ABN Amro settles Dutch money laundering case for €480 million

AMSTERDAM - ABN Amro has reached a settlement agreement of 480 million euros with the Dutch prosecutor’s office (OM) in connection with a length investigation into money laundering. A criminal investigation is ongoing into three former members of the bank’s board of directors.

The OM alleged on Monday that the investigation has shown that ABN Amro violated the Anti-Money Laundering and Terrorist Financing Prevention Act (WWFT) for many years and “on a structural basis”. According to the OM, the bank failed to intervene against money laundering, and it did not take sufficient actions against people who may have benefited from certain criminal activities.

“Because ABN AMRO fell seriously short of compliance with the AML/CTF Act, various clients engaged in criminal activities were able to abuse bank accounts and services of ABN AMRO for a long time,” the OM said.

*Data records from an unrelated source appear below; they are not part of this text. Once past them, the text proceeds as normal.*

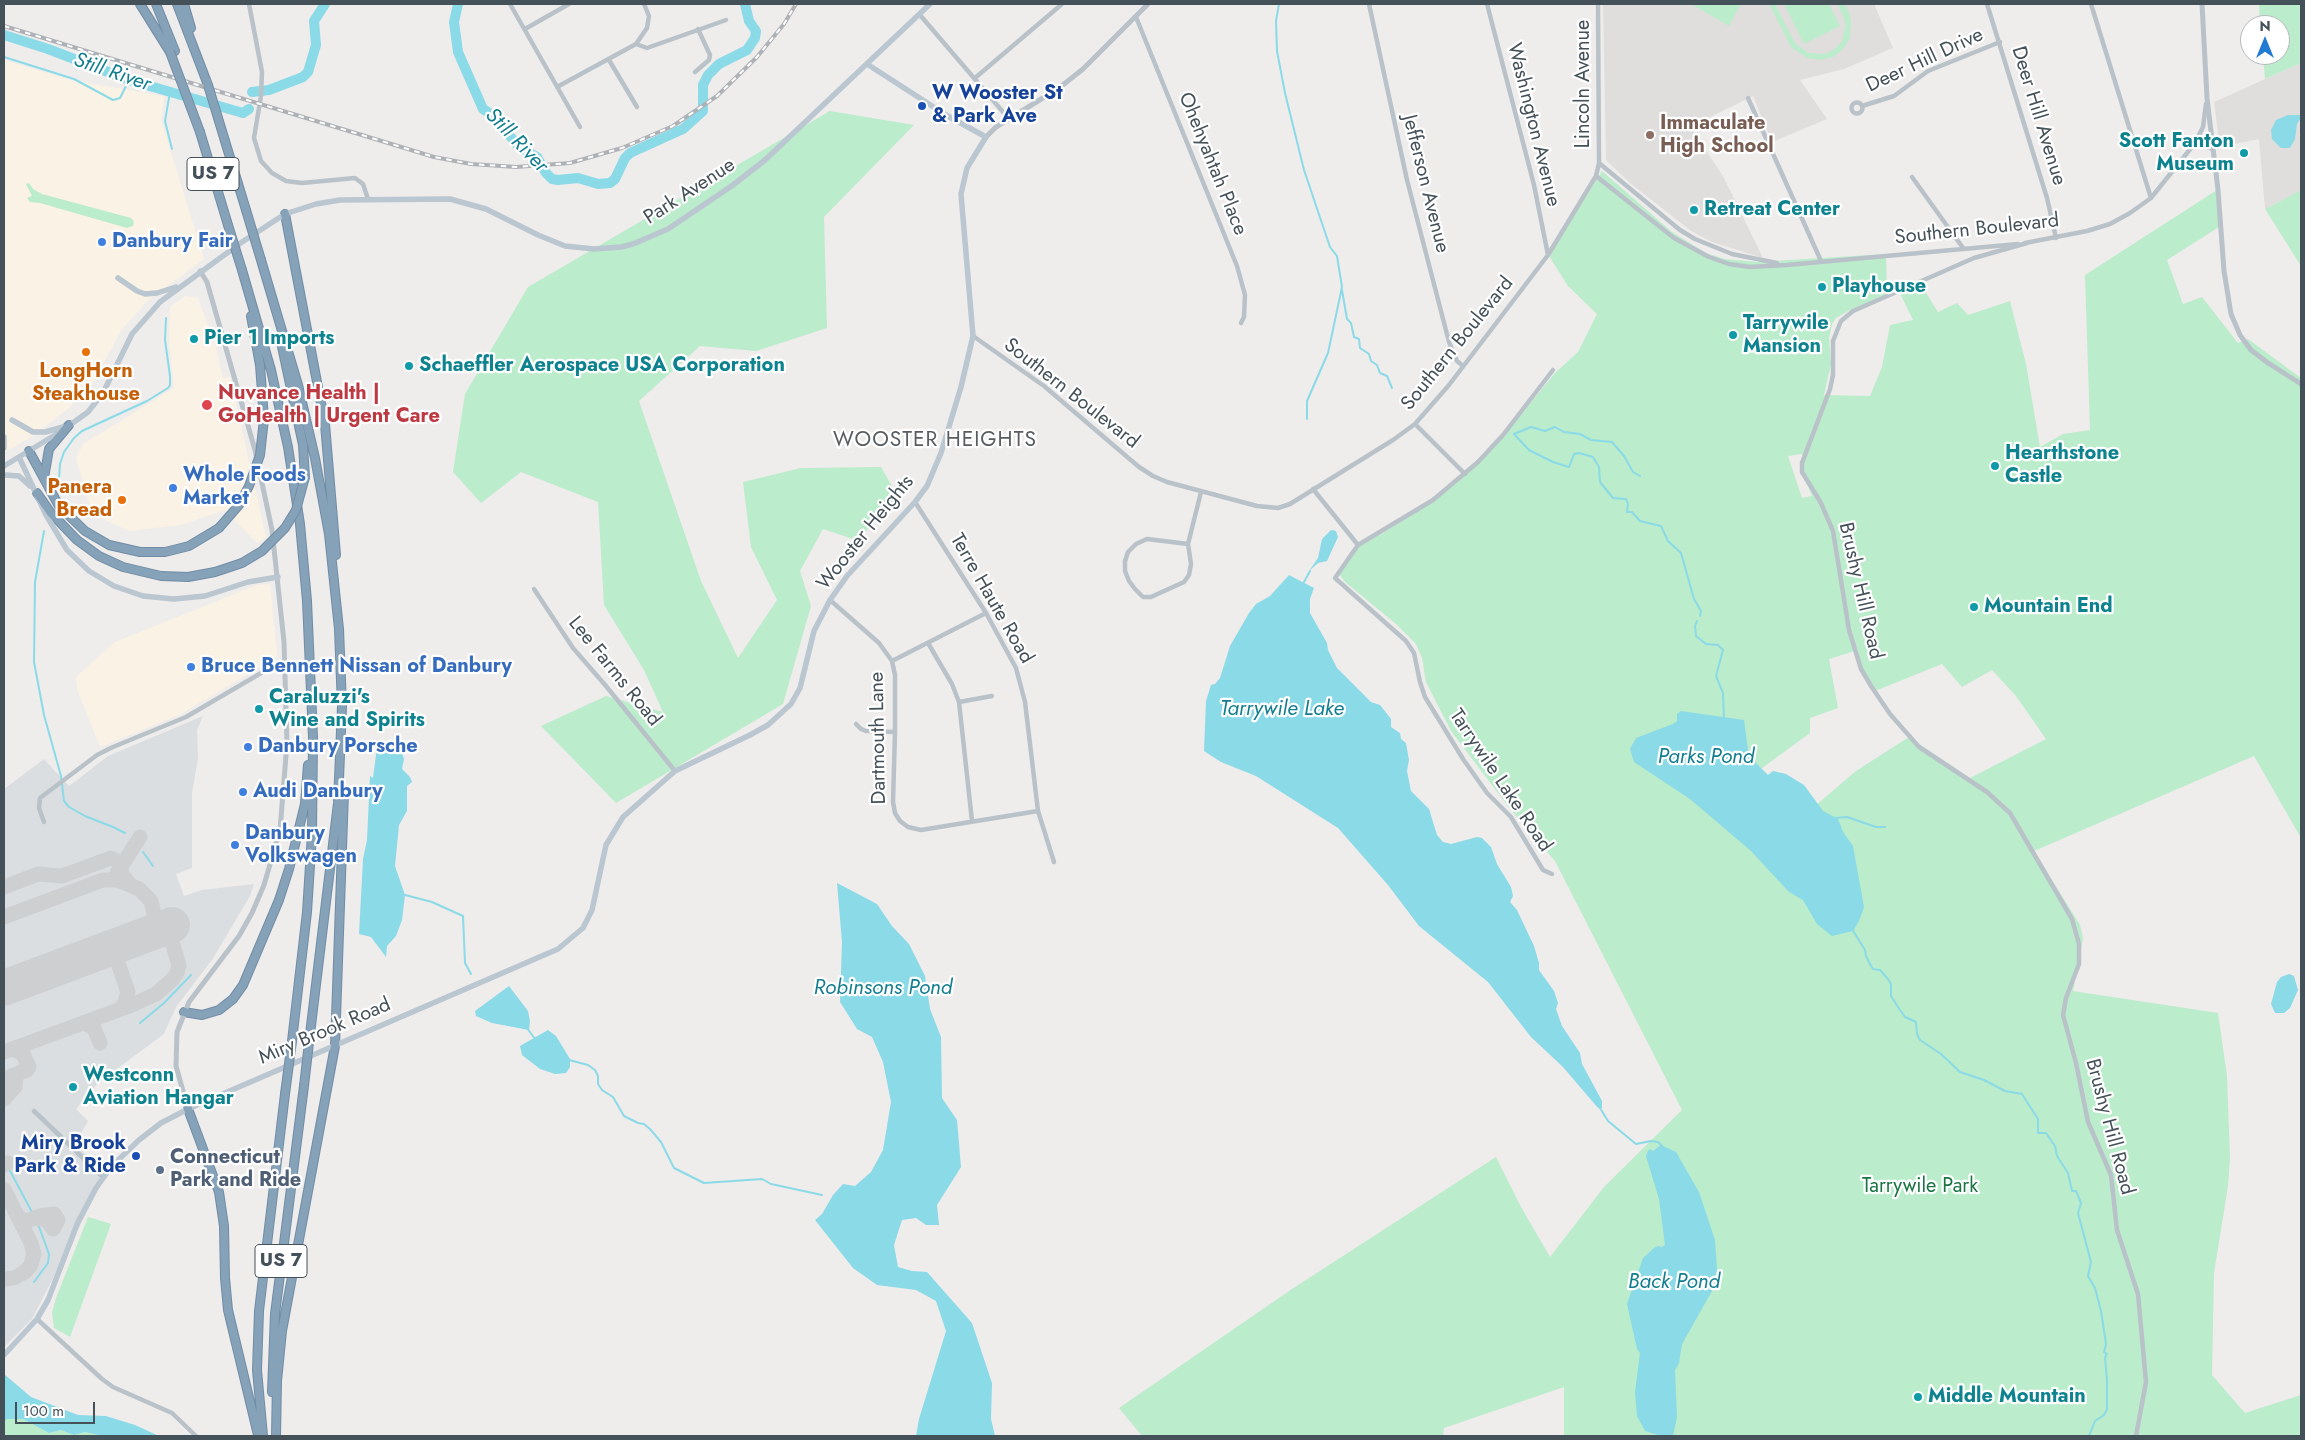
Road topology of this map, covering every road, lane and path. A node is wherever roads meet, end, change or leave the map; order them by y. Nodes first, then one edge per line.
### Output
1 (140, 4) edge
2 (156, 4) edge
3 (177, 4) edge
4 (184, 4) edge
5 (249, 4) edge
6 (510, 4) edge
7 (569, 4) edge
8 (644, 4) edge
9 (930, 4) edge
10 (1062, 4) edge
11 (1148, 4) edge
12 (1369, 4) edge
13 (1487, 4) edge
14 (1598, 4) edge
15 (1987, 4) edge
16 (2091, 4) edge
17 (2202, 4) edge
18 (920, 15) junction
19 (1136, 17) junction
20 (726, 20) dead end
21 (524, 29) junction
22 (698, 30) junction
23 (2000, 42) junction
24 (636, 44) junction
25 (173, 52) junction
26 (198, 56) junction
27 (609, 60) junction
28 (867, 64) junction
29 (695, 72) dead end
30 (974, 78) junction
31 (557, 87) junction
32 (1748, 98) dead end
33 (2207, 98) junction
34 (1862, 106) dead end
35 (637, 107) dead end
36 (1009, 119) junction
37 (580, 127) dead end
38 (986, 137) junction
39 (2195, 143) junction
40 (2213, 149) junction
41 (1599, 163) junction
42 (1596, 176) junction
43 (1912, 177) dead end
44 (2151, 198) junction
45 (368, 199) junction
46 (285, 214) junction
47 (2056, 238) junction
48 (2027, 243) junction
49 (1963, 248) junction
50 (1548, 255) junction
51 (261, 260) junction
52 (1821, 261) junction
53 (1788, 265) junction
54 (242, 270) junction
55 (200, 271) junction
56 (118, 278) dead end
57 (182, 284) junction
58 (1241, 324) dead end
59 (973, 336) junction
60 (1463, 366) junction
61 (1553, 370) dead end
62 (2301, 384) edge
63 (12, 420) dead end
64 (1415, 424) junction
65 (69, 425) junction
66 (4, 437) edge
67 (4, 448) edge
68 (29, 451) junction
69 (20, 457) junction
70 (4, 466) edge
71 (1465, 474) junction
72 (4, 475) edge
73 (44, 478) junction
74 (1313, 489) junction
75 (1201, 492) junction
76 (37, 493) junction
77 (915, 502) junction
78 (1188, 544) junction
79 (1358, 545) junction
80 (278, 577) junction
81 (534, 589) dead end
82 (830, 600) junction
83 (986, 613) junction
84 (928, 643) junction
85 (340, 647) junction
86 (892, 661) junction
87 (286, 662) junction
88 (992, 696) dead end
89 (311, 698) junction
90 (959, 702) junction
91 (856, 724) dead end
92 (342, 726) junction
93 (895, 732) junction
94 (675, 772) junction
95 (1038, 811) junction
96 (972, 821) junction
97 (44, 822) dead end
98 (1054, 862) dead end
99 (1552, 874) dead end
100 (598, 889) joint
101 (184, 1012) junction
102 (335, 1046) junction
103 (188, 1109) junction
104 (34, 1111) dead end
105 (103, 1177) junction
106 (37, 1319) junction
107 (4, 1355) edge
108 (196, 1436) edge
109 (259, 1436) edge
110 (263, 1436) edge
111 (275, 1436) edge
112 (2136, 1436) edge

1 - 25 highway
2 - 25 highway
3 - 26 highway
4 - 26 highway
5 - 45 street
6 - 21 street
7 - 21 street
8 - 24 street
9 - 18 main road, Park Avenue
10 - 30 street
11 - 19 street
12 - 60 street, Jefferson Avenue
13 - 50 street, Washington Avenue
14 - 41 street, Lincoln Avenue
15 - 23 street, Deer Hill Avenue
16 - 44 street
17 - 33 street
18 - 28 main road, Park Avenue
18 - 30 street
19 - 36 street
19 - 58 street, Ohehyahtah Place
20 - 22 street
21 - 31 street
22 - 24 street
22 - 29 street
23 - 34 street, Deer Hill Drive
23 - 47 street, Deer Hill Avenue
24 - 27 street
25 - 54 highway, US 7, bridge
26 - 51 highway, US 7, bridge
27 - 31 street
27 - 35 street
28 - 38 main road
28 - 45 main road, Park Avenue
30 - 36 street
31 - 37 street
32 - 52 street
33 - 39 street, Southern Boulevard
33 - 40 street
36 - 38 street
38 - 59 main road, Wooster Heights
39 - 40 street
39 - 44 street, Southern Boulevard
40 - 62 street
41 - 42 street, Southern Boulevard
41 - 53 street, Southern Boulevard
42 - 50 street, Southern Boulevard
42 - 53 street, Southern Boulevard
43 - 49 street
44 - 47 street, Southern Boulevard
45 - 46 main road, Park Avenue
46 - 55 main road, Park Avenue
46 - 85 highway
47 - 48 street, Southern Boulevard
48 - 49 street, Southern Boulevard
48 - 112 street, Brushy Hill Road
49 - 52 street, Southern Boulevard
50 - 60 street, Southern Boulevard
51 - 76 highway, bridge
51 - 85 highway, US 7
52 - 53 street, Southern Boulevard
54 - 73 highway, bridge
54 - 89 highway, US 7
55 - 57 main road, Park Avenue
55 - 80 street
56 - 57 main road
57 - 65 main road
59 - 75 street, Southern Boulevard
59 - 77 main road, Wooster Heights
60 - 64 street, Southern Boulevard
61 - 71 street
63 - 65 main road
64 - 71 street
64 - 74 street, Southern Boulevard
65 - 68 main road
65 - 73 highway
66 - 67 main road
68 - 69 main road
68 - 73 highway
69 - 70 main road
69 - 76 main road
71 - 79 street
72 - 76 main road
74 - 75 street, Southern Boulevard
74 - 79 street
75 - 78 street
76 - 80 main road
77 - 82 main road, Wooster Heights
77 - 83 street, Terre Haute Road
78 - 78 street
79 - 99 street, Tarrywile Lake Road
80 - 87 street
81 - 94 street, Lee Farms Road
82 - 86 street
82 - 94 main road, Wooster Heights
83 - 84 street
83 - 95 street, Terre Haute Road
84 - 86 street
84 - 90 street
85 - 92 highway, US 7
86 - 93 street, Dartmouth Lane
87 - 97 street
87 - 101 street
88 - 90 street
89 - 101 highway
89 - 110 highway, US 7, bridge
90 - 96 street
91 - 93 street
92 - 102 highway
92 - 111 highway, US 7, bridge
93 - 96 street, Dartmouth Lane
94 - 100 main road, Wooster Heights
95 - 96 street, Dartmouth Lane
95 - 98 street, Terre Haute Road
100 - 102 main road, Miry Brook Road
101 - 103 street
102 - 103 main road, Miry Brook Road
102 - 111 highway
103 - 105 main road, Miry Brook Road
103 - 109 highway
104 - 105 street
105 - 106 main road, Miry Brook Road
106 - 107 main road, Miry Brook Road
106 - 108 street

The office alleged that, “ABN AMRO should have observed that certain flows of money through bank accounts held at ABN AMRO possibly originated from crime. The bank failed to act upon this sufficiently.”

"As a bank, we do not merely have a legal, but also a moral duty to do our utmost to protect the financial system against abuse by criminals. Regretfully, I have to acknowledge that in the past we have been insufficiently successful in properly fulfilling our important role as gatekeeper. This is unacceptable and we take full responsibility for this.", the bank’s CEO Robert Swaak said in an official statement on the bank's website.

Through Fiscal Intelligence and Investigation Service (FIOD), OM previously “received concrete signals and indications” about dozens of the bank’s clients which showed the bank may have failed to perform its gatekeeper function.

As a result, an investigation was opened in 2019 when the bank was suspected of not reporting suspicious transactions in time, not carrying out sufficient customer due diligence, and failure to cut ties with suspicious customers in time.

The settlement includes a 300 million euro fine. The bank also surrendered 180 million euros in unlawful gains, the OM said.